(Problem statement)
Search the data below for the word "numbered" and copy each line that holds it.

---------- Supplied material

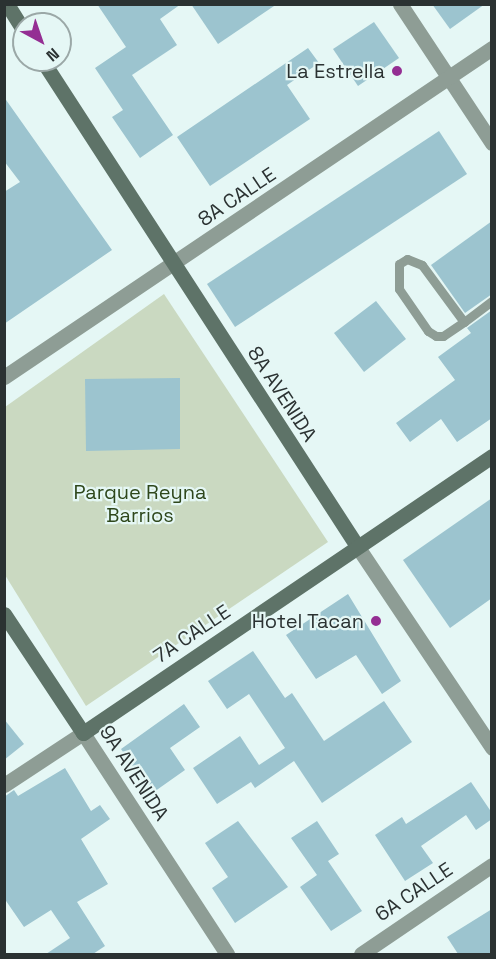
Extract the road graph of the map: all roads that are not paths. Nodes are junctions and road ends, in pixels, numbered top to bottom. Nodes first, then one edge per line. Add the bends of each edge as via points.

--------------------
---------- Supplied material

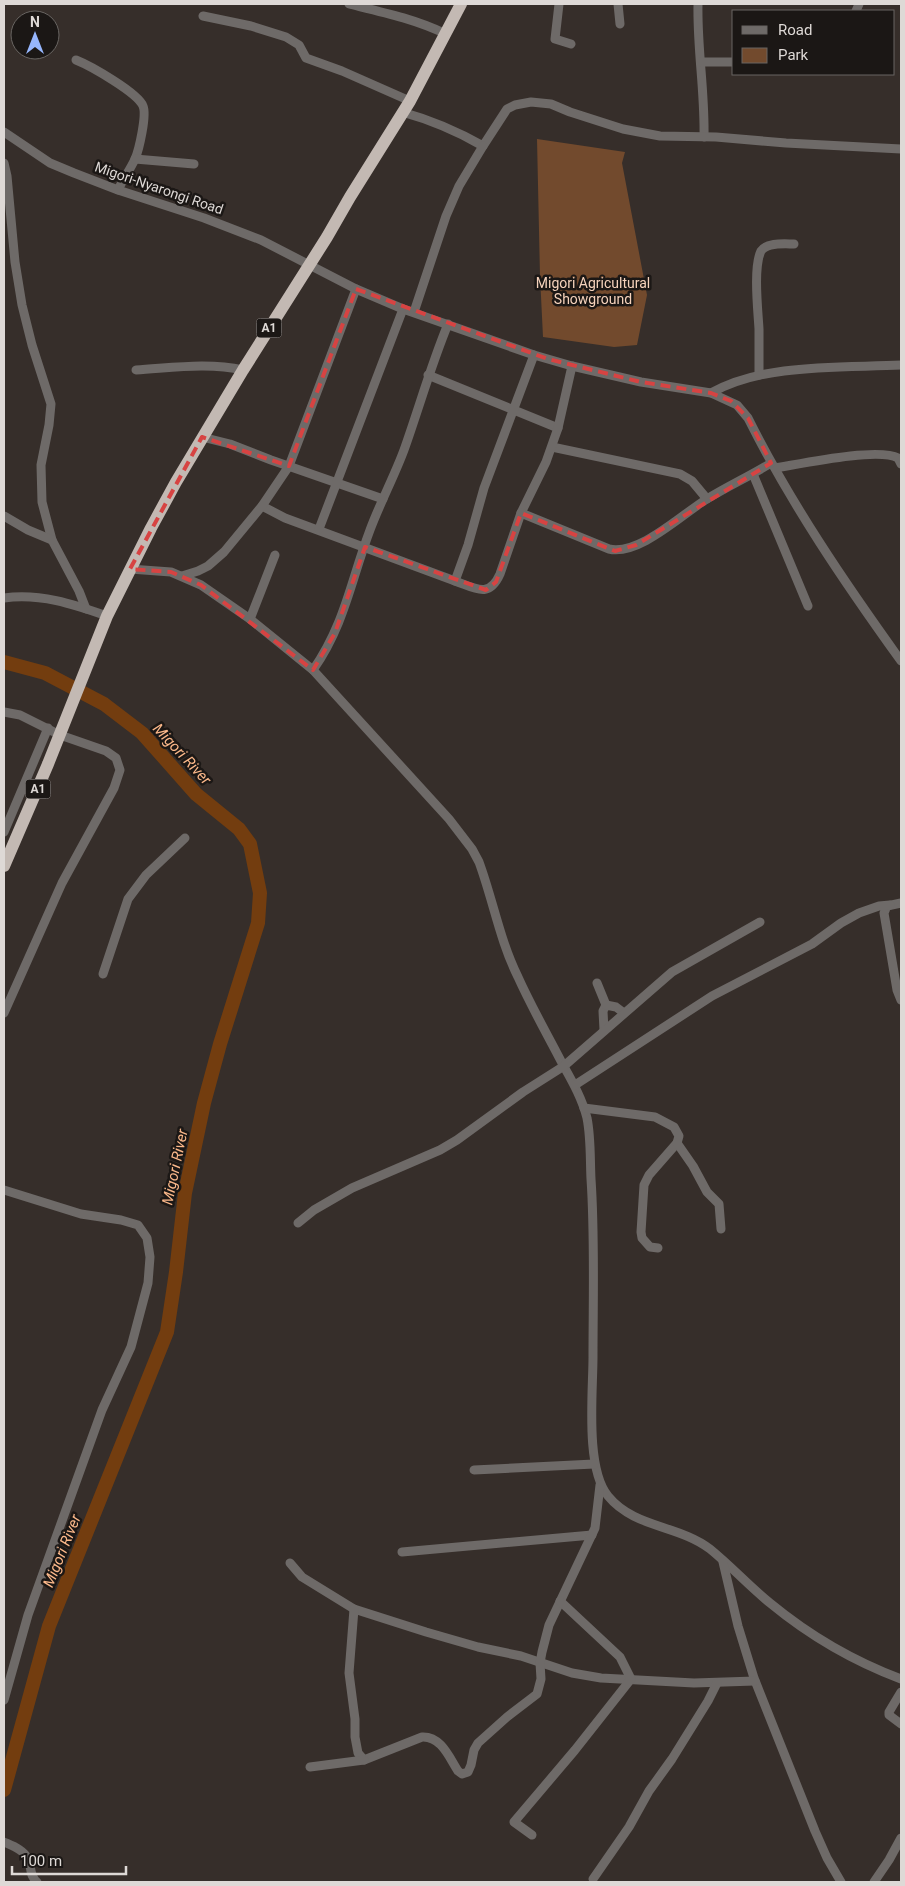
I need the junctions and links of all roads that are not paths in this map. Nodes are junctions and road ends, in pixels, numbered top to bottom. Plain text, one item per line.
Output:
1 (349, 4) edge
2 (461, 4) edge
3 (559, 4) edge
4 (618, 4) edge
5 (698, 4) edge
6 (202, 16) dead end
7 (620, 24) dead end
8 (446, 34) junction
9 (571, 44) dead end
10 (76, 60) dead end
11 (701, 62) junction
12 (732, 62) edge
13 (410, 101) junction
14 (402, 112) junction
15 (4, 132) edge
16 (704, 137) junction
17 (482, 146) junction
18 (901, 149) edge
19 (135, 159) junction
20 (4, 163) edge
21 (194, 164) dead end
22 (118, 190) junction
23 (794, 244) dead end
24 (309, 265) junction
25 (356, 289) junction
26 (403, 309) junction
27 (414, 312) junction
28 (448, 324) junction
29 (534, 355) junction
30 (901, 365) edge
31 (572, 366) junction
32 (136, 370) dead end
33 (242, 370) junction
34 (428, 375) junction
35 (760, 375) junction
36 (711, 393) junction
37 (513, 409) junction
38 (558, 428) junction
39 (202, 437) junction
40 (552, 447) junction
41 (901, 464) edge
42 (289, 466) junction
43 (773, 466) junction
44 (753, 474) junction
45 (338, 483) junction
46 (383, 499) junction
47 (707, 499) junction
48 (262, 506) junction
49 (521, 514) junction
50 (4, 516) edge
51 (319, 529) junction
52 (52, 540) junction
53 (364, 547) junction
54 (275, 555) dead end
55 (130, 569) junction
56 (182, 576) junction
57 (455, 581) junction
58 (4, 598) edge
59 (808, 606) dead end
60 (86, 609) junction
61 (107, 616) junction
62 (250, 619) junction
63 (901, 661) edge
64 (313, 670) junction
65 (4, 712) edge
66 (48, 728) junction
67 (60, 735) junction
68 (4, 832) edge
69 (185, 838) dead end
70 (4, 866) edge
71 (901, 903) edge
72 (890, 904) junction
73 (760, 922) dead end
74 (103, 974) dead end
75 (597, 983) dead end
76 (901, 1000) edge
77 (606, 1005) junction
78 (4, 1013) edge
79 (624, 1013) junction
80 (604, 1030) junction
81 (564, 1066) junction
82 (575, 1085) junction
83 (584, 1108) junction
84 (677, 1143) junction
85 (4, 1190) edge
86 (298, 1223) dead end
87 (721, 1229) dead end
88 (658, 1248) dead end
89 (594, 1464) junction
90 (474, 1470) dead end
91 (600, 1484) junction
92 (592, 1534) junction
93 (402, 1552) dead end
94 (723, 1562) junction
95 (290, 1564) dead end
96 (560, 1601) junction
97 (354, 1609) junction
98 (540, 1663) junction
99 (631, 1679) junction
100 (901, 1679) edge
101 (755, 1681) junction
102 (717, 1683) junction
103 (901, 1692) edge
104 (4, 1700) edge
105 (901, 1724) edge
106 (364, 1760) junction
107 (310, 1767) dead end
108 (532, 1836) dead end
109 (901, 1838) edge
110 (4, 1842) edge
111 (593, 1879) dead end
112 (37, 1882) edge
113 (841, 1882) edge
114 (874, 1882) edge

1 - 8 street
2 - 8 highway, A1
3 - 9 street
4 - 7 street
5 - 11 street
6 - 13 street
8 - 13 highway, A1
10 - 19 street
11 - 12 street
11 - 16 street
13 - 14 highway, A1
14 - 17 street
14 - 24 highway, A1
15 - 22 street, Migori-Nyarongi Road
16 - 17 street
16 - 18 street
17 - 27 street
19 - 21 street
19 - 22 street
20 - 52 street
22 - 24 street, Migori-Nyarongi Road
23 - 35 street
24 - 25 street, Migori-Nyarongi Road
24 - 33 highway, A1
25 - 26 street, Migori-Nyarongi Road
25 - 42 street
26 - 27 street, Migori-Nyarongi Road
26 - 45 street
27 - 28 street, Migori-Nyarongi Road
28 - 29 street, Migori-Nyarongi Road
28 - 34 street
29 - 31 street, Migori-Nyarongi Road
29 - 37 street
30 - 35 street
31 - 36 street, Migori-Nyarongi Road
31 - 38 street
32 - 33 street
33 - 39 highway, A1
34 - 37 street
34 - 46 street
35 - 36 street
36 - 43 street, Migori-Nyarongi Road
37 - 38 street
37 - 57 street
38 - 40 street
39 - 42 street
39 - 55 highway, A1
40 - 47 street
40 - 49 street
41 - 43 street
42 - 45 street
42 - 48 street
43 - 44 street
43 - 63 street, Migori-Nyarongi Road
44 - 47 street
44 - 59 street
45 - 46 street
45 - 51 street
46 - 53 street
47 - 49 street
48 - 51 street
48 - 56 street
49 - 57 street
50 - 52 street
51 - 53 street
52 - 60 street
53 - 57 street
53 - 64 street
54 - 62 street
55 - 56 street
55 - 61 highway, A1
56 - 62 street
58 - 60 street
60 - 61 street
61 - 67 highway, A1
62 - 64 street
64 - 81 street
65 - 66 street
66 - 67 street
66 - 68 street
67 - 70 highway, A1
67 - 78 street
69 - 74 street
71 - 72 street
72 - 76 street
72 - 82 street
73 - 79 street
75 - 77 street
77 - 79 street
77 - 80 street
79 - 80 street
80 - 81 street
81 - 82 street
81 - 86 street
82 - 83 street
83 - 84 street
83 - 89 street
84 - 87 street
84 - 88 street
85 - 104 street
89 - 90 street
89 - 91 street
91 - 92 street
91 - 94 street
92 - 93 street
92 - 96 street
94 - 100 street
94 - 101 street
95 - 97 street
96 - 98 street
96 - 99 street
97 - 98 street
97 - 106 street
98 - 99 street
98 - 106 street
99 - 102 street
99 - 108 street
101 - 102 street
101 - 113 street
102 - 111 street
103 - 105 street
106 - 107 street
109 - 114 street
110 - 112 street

--------------------
---------- Supplied material

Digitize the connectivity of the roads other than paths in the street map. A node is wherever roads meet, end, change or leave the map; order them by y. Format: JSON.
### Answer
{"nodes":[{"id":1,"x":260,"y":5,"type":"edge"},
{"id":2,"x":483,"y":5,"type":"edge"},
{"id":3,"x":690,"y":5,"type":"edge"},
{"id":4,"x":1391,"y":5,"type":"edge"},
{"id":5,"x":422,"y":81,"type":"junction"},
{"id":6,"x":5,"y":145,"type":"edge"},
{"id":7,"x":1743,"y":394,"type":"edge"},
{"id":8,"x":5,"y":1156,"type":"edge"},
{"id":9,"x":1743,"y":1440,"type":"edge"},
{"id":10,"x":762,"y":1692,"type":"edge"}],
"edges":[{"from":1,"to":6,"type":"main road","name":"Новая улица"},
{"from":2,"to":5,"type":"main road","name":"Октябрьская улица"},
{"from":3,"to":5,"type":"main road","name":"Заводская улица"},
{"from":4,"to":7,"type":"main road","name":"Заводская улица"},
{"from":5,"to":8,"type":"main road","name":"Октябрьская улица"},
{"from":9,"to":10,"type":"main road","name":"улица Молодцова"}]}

--------------------

(Answer)
Extract the road graph of the map: all roads that are not paths. Nodes are junctions and road ends, in pixels, numbered top to bottom. Nodes first, then one edge per line. Add the bends of each edge as via points.
I need the junctions and links of all roads that are not paths in this map. Nodes are junctions and road ends, in pixels, numbered top to bottom. Plain text, one item per line.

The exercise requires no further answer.